EHL’İ KİTAP (YAHUDİ-HRİSTİYAN) SEMPATİZANLIĞI ÜZERİNE-1


 Mustafa ÇATLI    30-10-2016  


Soğuk savaş sürecinde ve NATO’nun kuruluş aşamasında ülkemizi ABD yandaşı yapmak ve NATO’ya dâhil etmek amacıyla, özellikle Nur cemaati üzerinden Müslüman kamuoyuna Amerikan taraftarlığı ve Rusya karşıtlığını benimsetmek için sık sık ABD’nin Ehli kitap bir ülke olduğu ve onunla ittifak yapmanın dinen bir sakıncası olmadığı dile getirildi. FETÖ ve benzeri oluşumlarda, bu amacı gerçekleştirmek maksatlı kullanıldı. İslam ve Hristiyan(Ehli Kitap) diyaloğu, yakınlaşması gibi, gündemi meşgul eden bir çok toplantılar ve birliktelikler oluşturuldu. AB’ye girme sürecini tamamlamak için bu konuda Türkiye’de bir alt yapı oluşturulsun diye, batının başvurduğu taktiklerden biri de buydu.

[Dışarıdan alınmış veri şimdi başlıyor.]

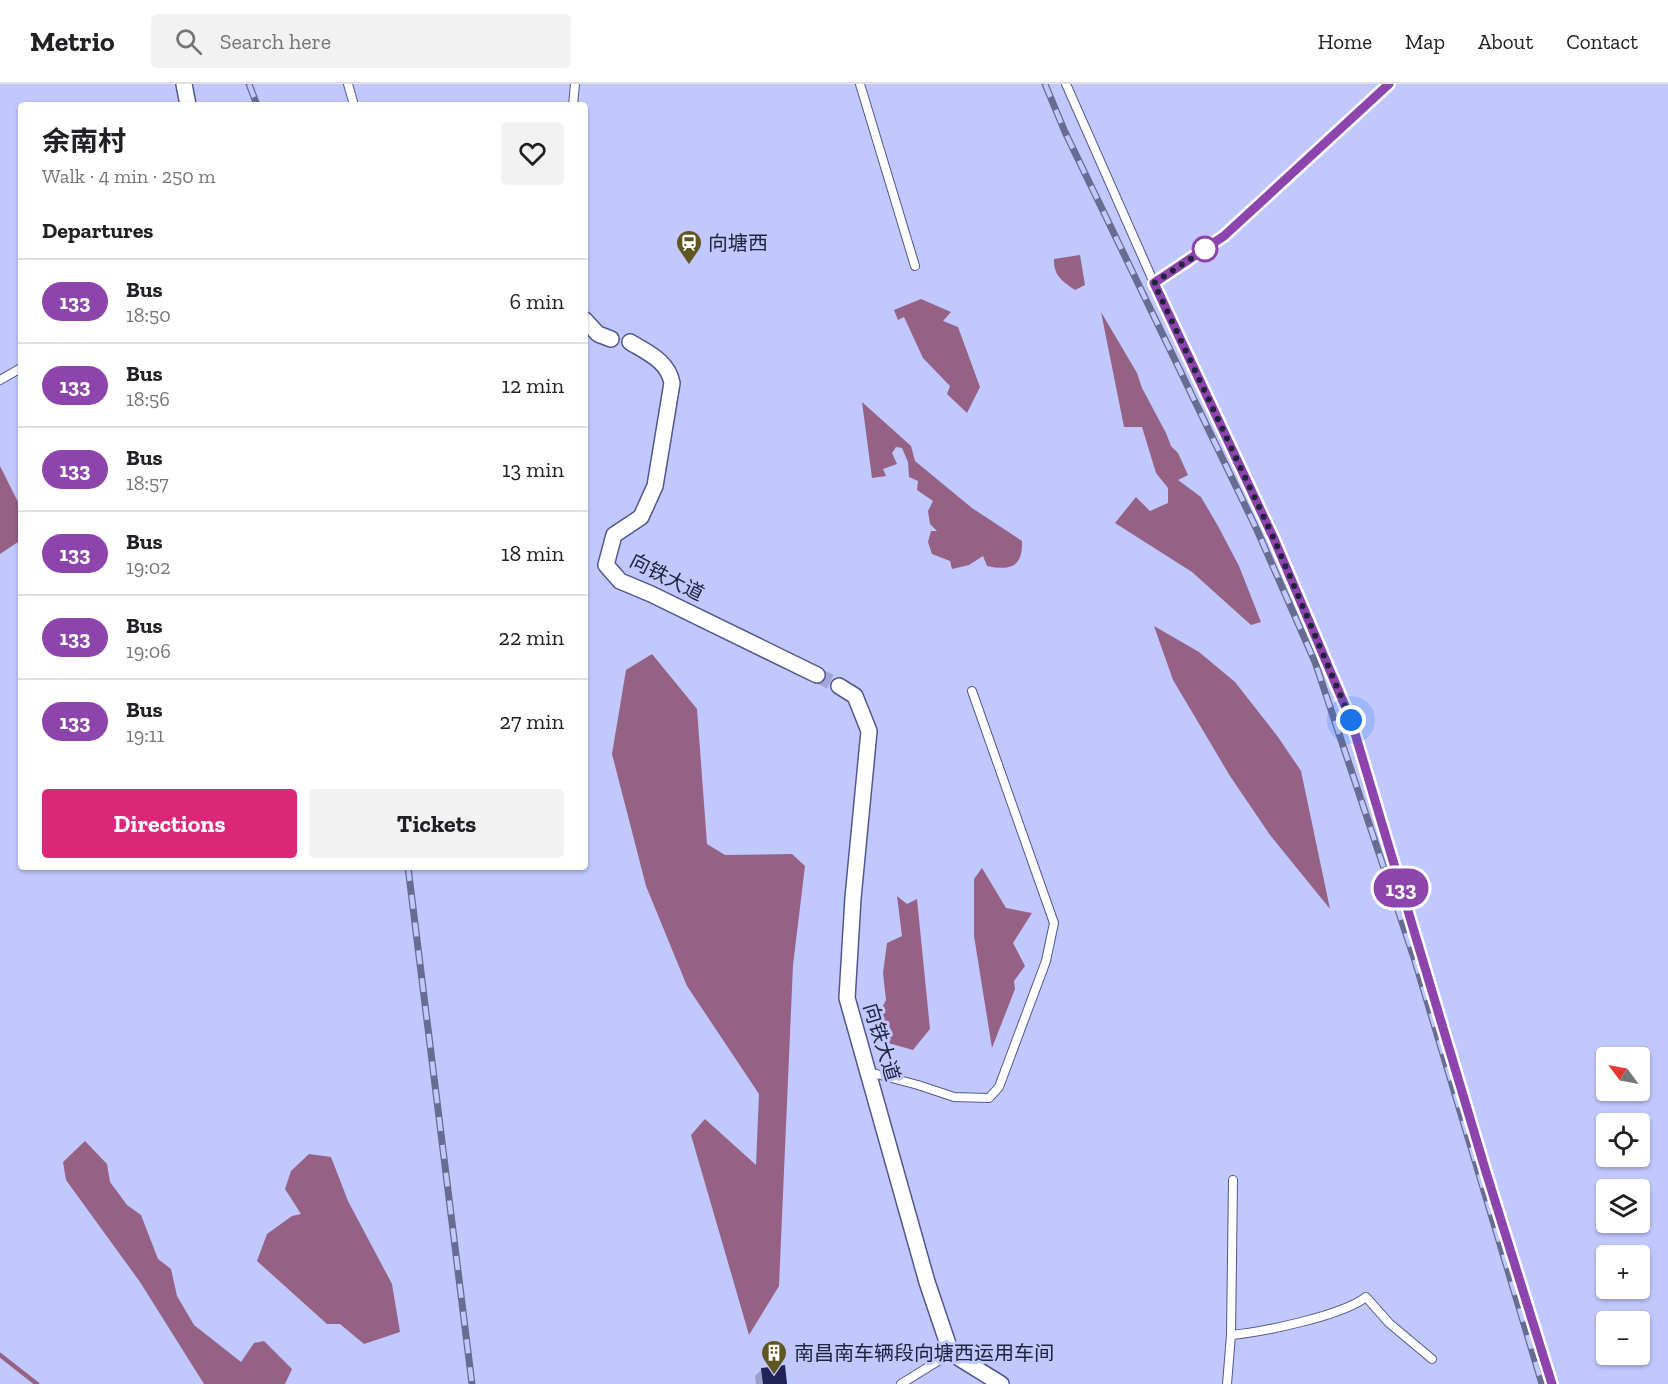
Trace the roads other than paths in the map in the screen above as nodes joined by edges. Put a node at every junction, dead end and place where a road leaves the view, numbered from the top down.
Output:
1 (184, 84) edge
2 (348, 84) edge
3 (575, 84) edge
4 (860, 84) edge
5 (1066, 84) edge
6 (1389, 84) edge
7 (187, 102) edge
8 (353, 102) edge
9 (573, 102) edge
10 (915, 266) dead end
11 (1154, 283) junction
12 (588, 323) edge
13 (610, 339) dead end
14 (630, 342) dead end
15 (18, 370) edge
16 (0, 380) edge
17 (817, 675) tunnel mouth
18 (839, 686) tunnel mouth
19 (972, 691) dead end
20 (869, 1072) junction
21 (1233, 1180) dead end
22 (1231, 1335) junction
23 (951, 1353) junction
24 (1432, 1359) dead end
25 (901, 1384) edge
26 (1001, 1384) edge
27 (1227, 1384) edge
28 (1552, 1384) edge

1 - 7 street
2 - 8 lane
3 - 9 lane
4 - 10 lane
5 - 11 lane
6 - 11 lane
11 - 28 lane
12 - 13 street
14 - 17 street, 向铁大道
15 - 16 lane
18 - 20 street, 向铁大道
19 - 20 lane
20 - 23 street, 向铁大道
21 - 22 lane
22 - 24 lane
22 - 27 lane
23 - 25 lane
23 - 26 street

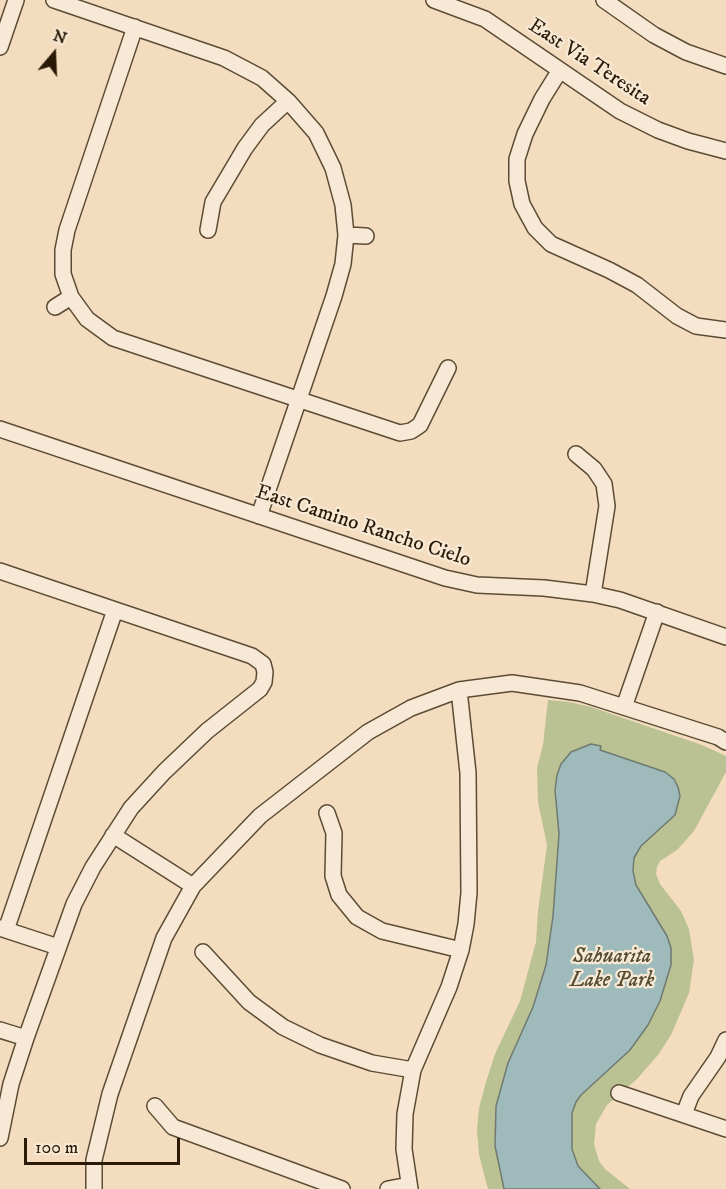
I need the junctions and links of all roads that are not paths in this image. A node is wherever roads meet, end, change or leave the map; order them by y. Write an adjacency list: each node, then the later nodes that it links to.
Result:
1 (16, 0): 6 (street)
2 (54, 0): 5 (street)
3 (434, 0): 8 (street, East Via Teresita)
4 (604, 0): 7 (street)
5 (135, 27): 9 (street); 14 (street)
6 (0, 47)
7 (725, 63)
8 (560, 70): 10 (street, East Via Teresita); 16 (street)
9 (288, 101): 11 (street); 12 (street)
10 (726, 151)
11 (208, 230)
12 (346, 235): 13 (street); 18 (street)
13 (366, 236)
14 (71, 297): 15 (street); 18 (street)
15 (54, 307)
16 (726, 330)
17 (448, 368): 18 (street)
18 (298, 400): 21 (street)
19 (0, 429): 21 (street, East Camino Rancho Cielo)
20 (576, 454): 23 (street)
21 (259, 516): 23 (street, East Camino Rancho Cielo)
22 (0, 571): 24 (street)
23 (593, 594): 25 (street, East Camino Rancho Cielo)
24 (115, 610): 31 (street); 33 (street)
25 (657, 612): 26 (street, East Camino Rancho Cielo); 28 (street)
26 (726, 637)
27 (459, 690): 28 (street); 32 (street); 35 (street)
28 (624, 707): 29 (street)
29 (726, 742)
30 (327, 813): 35 (street)
31 (113, 835): 32 (street); 34 (street)
32 (193, 886): 47 (street)
33 (3, 929): 34 (street)
34 (58, 947): 38 (street)
35 (461, 950): 40 (street)
36 (203, 952): 40 (street)
37 (0, 1030): 38 (street)
38 (26, 1038): 45 (street)
39 (726, 1040): 43 (street)
40 (413, 1070): 46 (street)
41 (619, 1093): 43 (street)
42 (155, 1106): 48 (street)
43 (684, 1114): 44 (street)
44 (726, 1129)
45 (0, 1138)
46 (409, 1187): 49 (street)
47 (94, 1189)
48 (342, 1189)
49 (388, 1189)

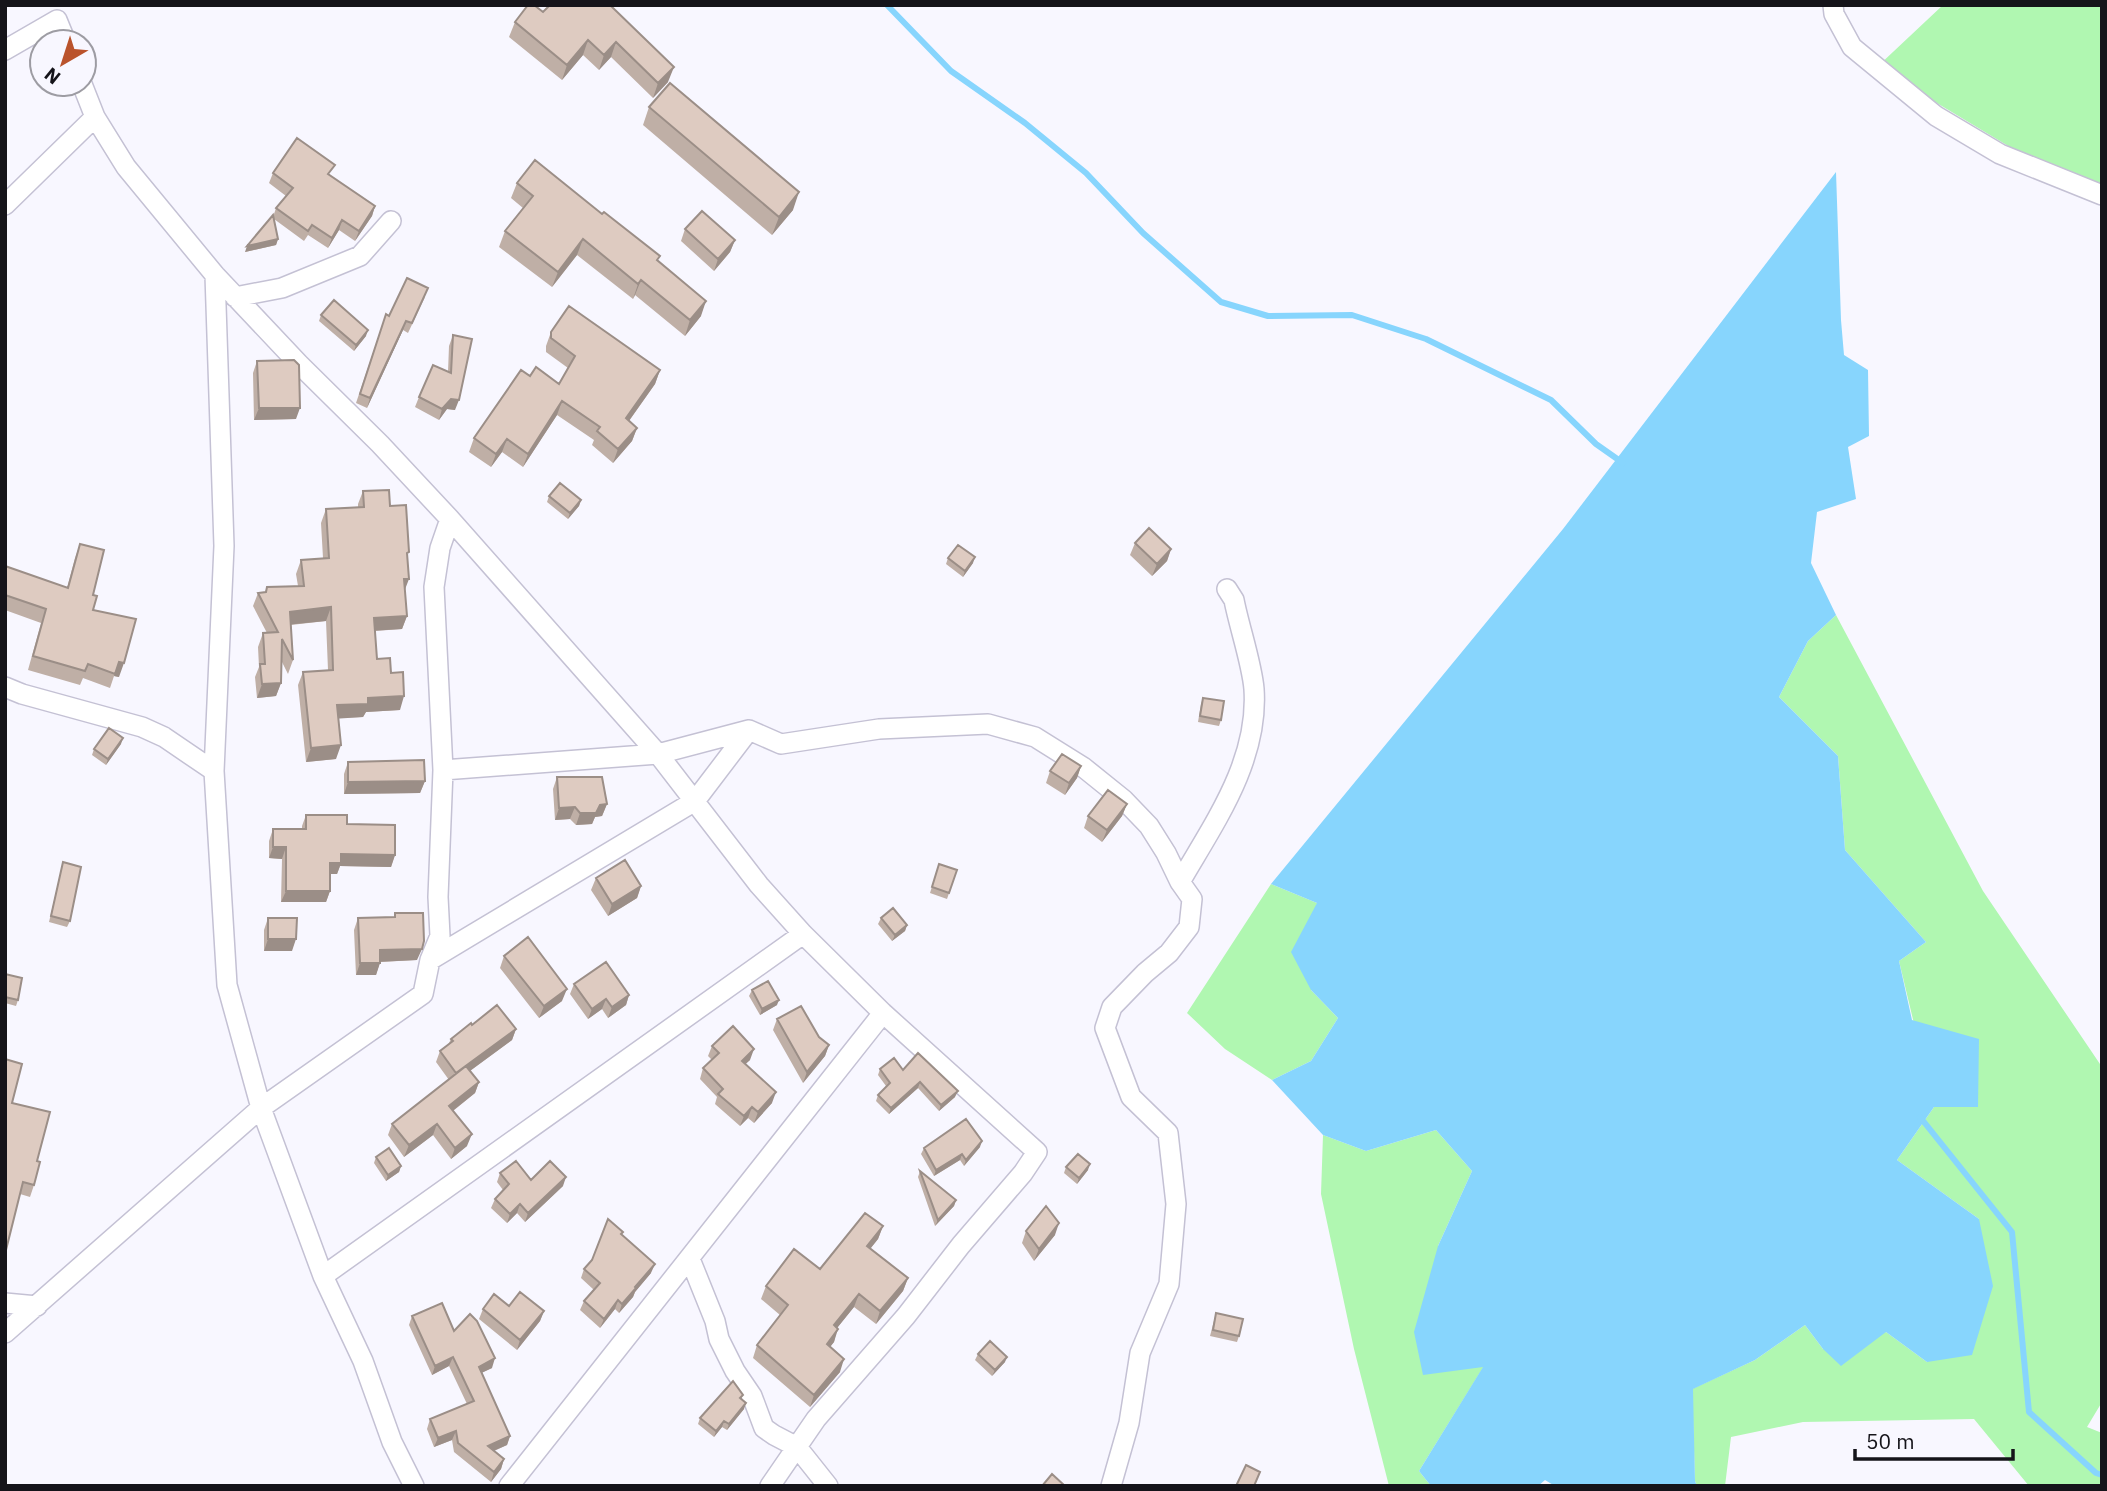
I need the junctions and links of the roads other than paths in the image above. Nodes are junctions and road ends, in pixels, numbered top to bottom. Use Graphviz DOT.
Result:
graph roads {
  1 [pos="1833,5"];
  2 [pos="43,28"];
  3 [pos="60,28"];
  4 [pos="28,37"];
  5 [pos="5,50"];
  6 [pos="88,98"];
  7 [pos="95,117"];
  8 [pos="2102,195"];
  9 [pos="5,205"];
  10 [pos="391,221"];
  11 [pos="215,275"];
  12 [pos="235,296"];
  13 [pos="450,519"];
  14 [pos="1227,589"];
  15 [pos="5,687"];
  16 [pos="748,730"];
  17 [pos="659,754"];
  18 [pos="443,770"];
  19 [pos="214,771"];
  20 [pos="695,801"];
  21 [pos="1180,882"];
  22 [pos="803,934"];
  23 [pos="430,960"];
  24 [pos="883,1013"];
  25 [pos="261,1108"];
  26 [pos="690,1259"];
  27 [pos="323,1276"];
  28 [pos="5,1303"];
  29 [pos="37,1306"];
  30 [pos="5,1333"];
  31 [pos="797,1447"];
  32 [pos="414,1486"];
  33 [pos="509,1486"];
  34 [pos="770,1486"];
  35 [pos="828,1486"];
  36 [pos="1111,1486"];
  1 -- 8 [label="street"];
  2 -- 3 [label="street"];
  4 -- 5 [label="street"];
  6 -- 7 [label="street"];
  7 -- 9 [label="street"];
  7 -- 11 [label="street"];
  10 -- 12 [label="street"];
  11 -- 12 [label="street"];
  11 -- 19 [label="street"];
  12 -- 13 [label="street"];
  13 -- 17 [label="street"];
  13 -- 18 [label="street"];
  14 -- 21 [label="street"];
  15 -- 19 [label="street"];
  16 -- 17 [label="street"];
  16 -- 20 [label="street"];
  16 -- 21 [label="street"];
  17 -- 18 [label="street"];
  17 -- 20 [label="street"];
  18 -- 23 [label="street"];
  19 -- 25 [label="street"];
  20 -- 22 [label="street"];
  20 -- 23 [label="street"];
  21 -- 36 [label="street"];
  22 -- 24 [label="street"];
  22 -- 27 [label="street"];
  23 -- 25 [label="street"];
  24 -- 26 [label="street"];
  24 -- 31 [label="street"];
  25 -- 27 [label="street"];
  25 -- 29 [label="street"];
  26 -- 31 [label="street"];
  26 -- 33 [label="street"];
  27 -- 32 [label="street"];
  28 -- 29 [label="street"];
  29 -- 30 [label="street"];
  31 -- 34 [label="street"];
  31 -- 35 [label="street"];
}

                Folklorik düzeyde de olsa İslam’ın yaşatılmasını istemeyen Emperyalistler VATİKAN desteğinde özel guruplar oluşturularak Türkiye’de insanların Avrupa kültürünü benimsemelerinin sağlamak amacıyla birçok çalışmalar yapmak üzere Türkiye’ye gönderdiler. Öyle görünüyor ki bu gurupların temasa geçtiği, cemaatler üzerinden hedefledikleri amaçlara kavuşmuş gibidirler. 15 Temmuz darbesi başarıyla gerçekleşmiş olsaydı. Türki’ye ABD' nin 53. eyaleti olacaktı.

                Diyalogcular çalışmalarını bazen demokrasi bazen insan hakları, bazen yakınlaşma gibi, kavramların kılıflarına büründürerek gerçekleştirdiler. Bu meyanda bizi asıl ilgilendiren husus Yahudi ve Hristiyanların çalışmalarından çok Müslüman kimliği taşıyan kimselerin yaptıkları ve söyledikleridir. Bu yazımızda Kur’an’ı Kerim’in kendisinden önceki ilahi kitapların hükümlerini yürürlükten kaldırmadığı ve Ehli Kitap’ın cennetlik olduğu iddiasına cevap aramaya çalışacağız.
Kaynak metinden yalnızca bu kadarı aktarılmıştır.